Of eight analysts surveyed by FactSet who cover the stock, none has issued a “buy” rating for Snap, and all have set their fair value estimate or target price between $10 and $23, with the average at $16.50.

“It’s overvalued,” Brian Wieser of Pivotal Research Group, a financial analysis firm, said in a phone interview Monday. “That’s the simple answer.”

Wieser set the year-end target price for Snap’s stock at $10 and gave it a “sell” rating based on his estimates of the company’s future profitability. “To get to the (current) valuation requires willful optimism about the fundamentals,” he said.

In a report on Snap last week, Wieser pointed to the company’s high costs — which include hosting, serving and creating content, as well as sharing revenue with content partners — and its “sub-optimal corporate structure” with relatively inexperienced managers at the helm.

Analysts were also concerned about Snap’s ability to grow and to compete successfully with Facebook, which has 1.2 billion daily active users compared with Snapchat’s 158 million.

Laura Martin, an analyst with Needham & Co., said Snap’s narrow target demographic and bandwidth-intensive app limit its potential audience to young people in first-world countries.

Martin estimated the total size of that audience to be about 650 million, compared with the 3.6 billion for each Google and Facebook.

And even within its core demographic, Snap faces competition from copycats, Martin said Monday.

“If you’re a Snap shareholder, you get hit with all the failures as they experiment and then when they have a win, Facebook copies it,” she said. “They have no protection.”

Instagram, for example, launched its own version of Stories, a Snapchat feature in which users can post a sequence of photos or videos that are available for viewing for 24 hours, last August. Snap’s growth slowed sharply in the fourth quarter of 2016.
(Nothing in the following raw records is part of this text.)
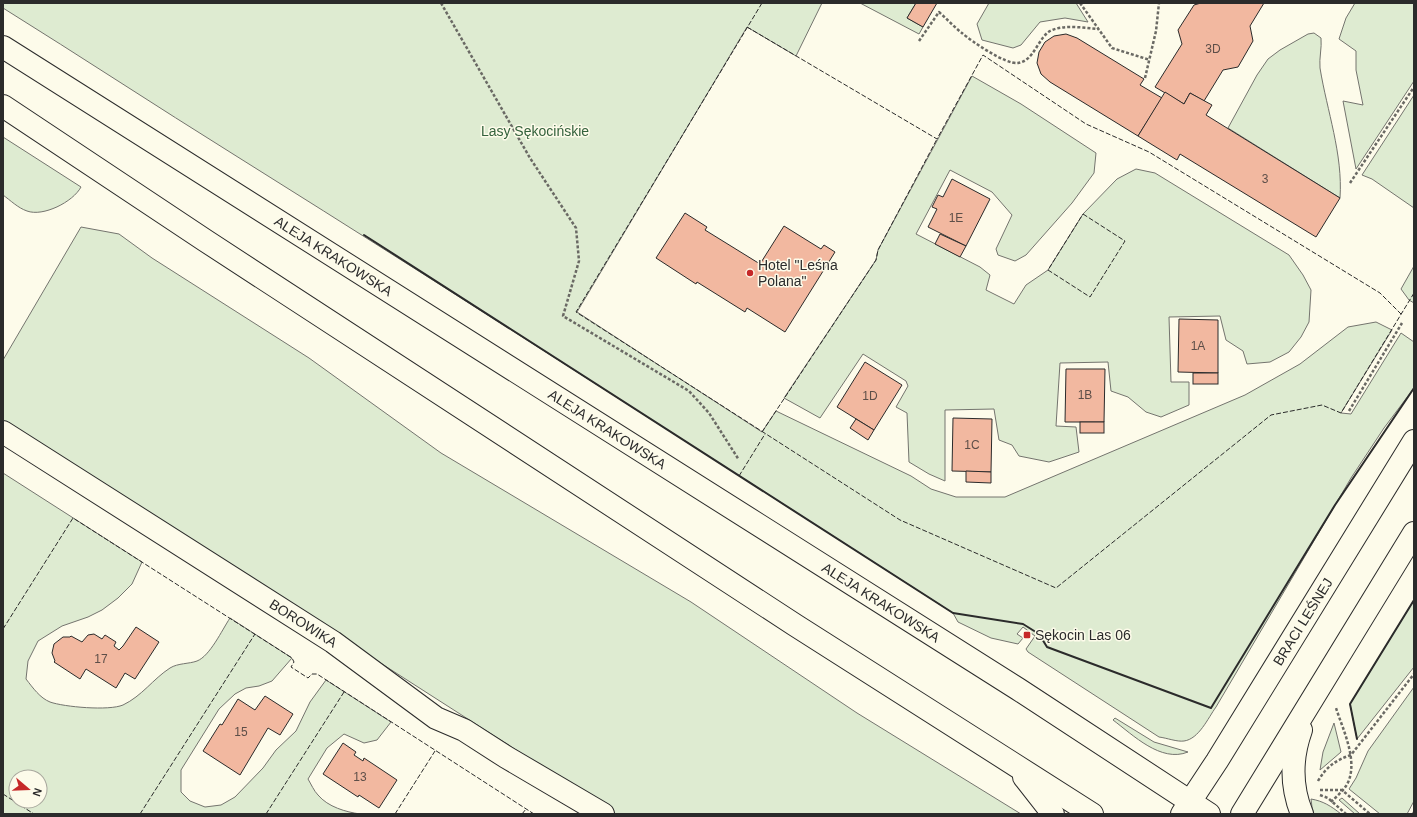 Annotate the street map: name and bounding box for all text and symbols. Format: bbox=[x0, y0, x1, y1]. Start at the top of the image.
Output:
house number: 3D bbox=[1205, 42, 1221, 56]
park label: Lasy Sękocińskie bbox=[481, 123, 589, 139]
house number: 3 bbox=[1262, 172, 1269, 186]
house number: 1E bbox=[949, 211, 963, 225]
street label: ALEJA KRAKOWSKA bbox=[272, 213, 396, 300]
place label: Hotel "Leśna Polana" bbox=[758, 257, 838, 289]
marker: Hotel "Leśna Polana" bbox=[745, 268, 755, 278]
house number: 1A bbox=[1191, 339, 1205, 353]
street label: ALEJA KRAKOWSKA bbox=[545, 386, 670, 473]
house number: 1B bbox=[1078, 388, 1092, 402]
house number: 1D bbox=[862, 389, 878, 403]
house number: 1C bbox=[964, 438, 980, 452]
street label: ALEJA KRAKOWSKA bbox=[819, 559, 943, 646]
street label: BRACI LEŚNEJ bbox=[1270, 575, 1336, 668]
street label: BOROWIKA bbox=[267, 596, 341, 651]
place label: Sękocin Las 06 bbox=[1035, 627, 1131, 643]
marker: Sękocin Las 06 bbox=[1022, 630, 1032, 640]
house number: 17 bbox=[94, 652, 108, 666]
house number: 15 bbox=[234, 725, 248, 739]
north arrow bbox=[8, 769, 48, 809]
house number: 13 bbox=[353, 770, 367, 784]
text: N bbox=[30, 787, 44, 798]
“The major risk for Snap is the possibility that its coveted demographic of younger users finds Facebook’s collection of apps more appealing than Snap’s and migrates over,” wrote Victor Anthony, an analyst at Aegis Capital Corp., in a report initiating his firm’s coverage of Snap last week.

Adopting Snap-like features doesn’t just mean Facebook can retain or attract young users. Advertisers, too, will stick with the platform.

“Large advertisers still view Snap as experimental,” said Anthony in a phone interview Monday, but they feel more comfortable with Facebook. “It’s a platform they know whose return is proven,” he said.

That’s a problem for Snap, which, like other social media companies, makes its money from advertisers, not consumers. The bulk of Snap’s $400 million in revenue last year came from selling ads that appear on the Snapchat app, and ads are expected to be the main revenue driver for the foreseeable future.

So how come the stock is still trading far above its $17 offering price?

“There’s a lot riding on the success of the Snap IPO,” said Anthony. After a drought of technology IPOs in recent years, investors are hoping this one will succeed and open the floodgates to other tech IPOs, Anthony said.

On top of that, institutional investors purchased about 15 percent of the shares available in last week’s IPO. Many of these investors have committed not to sell their shares for at least a year, Anthony said, meaning there’s a limited supply available, which drives up the price.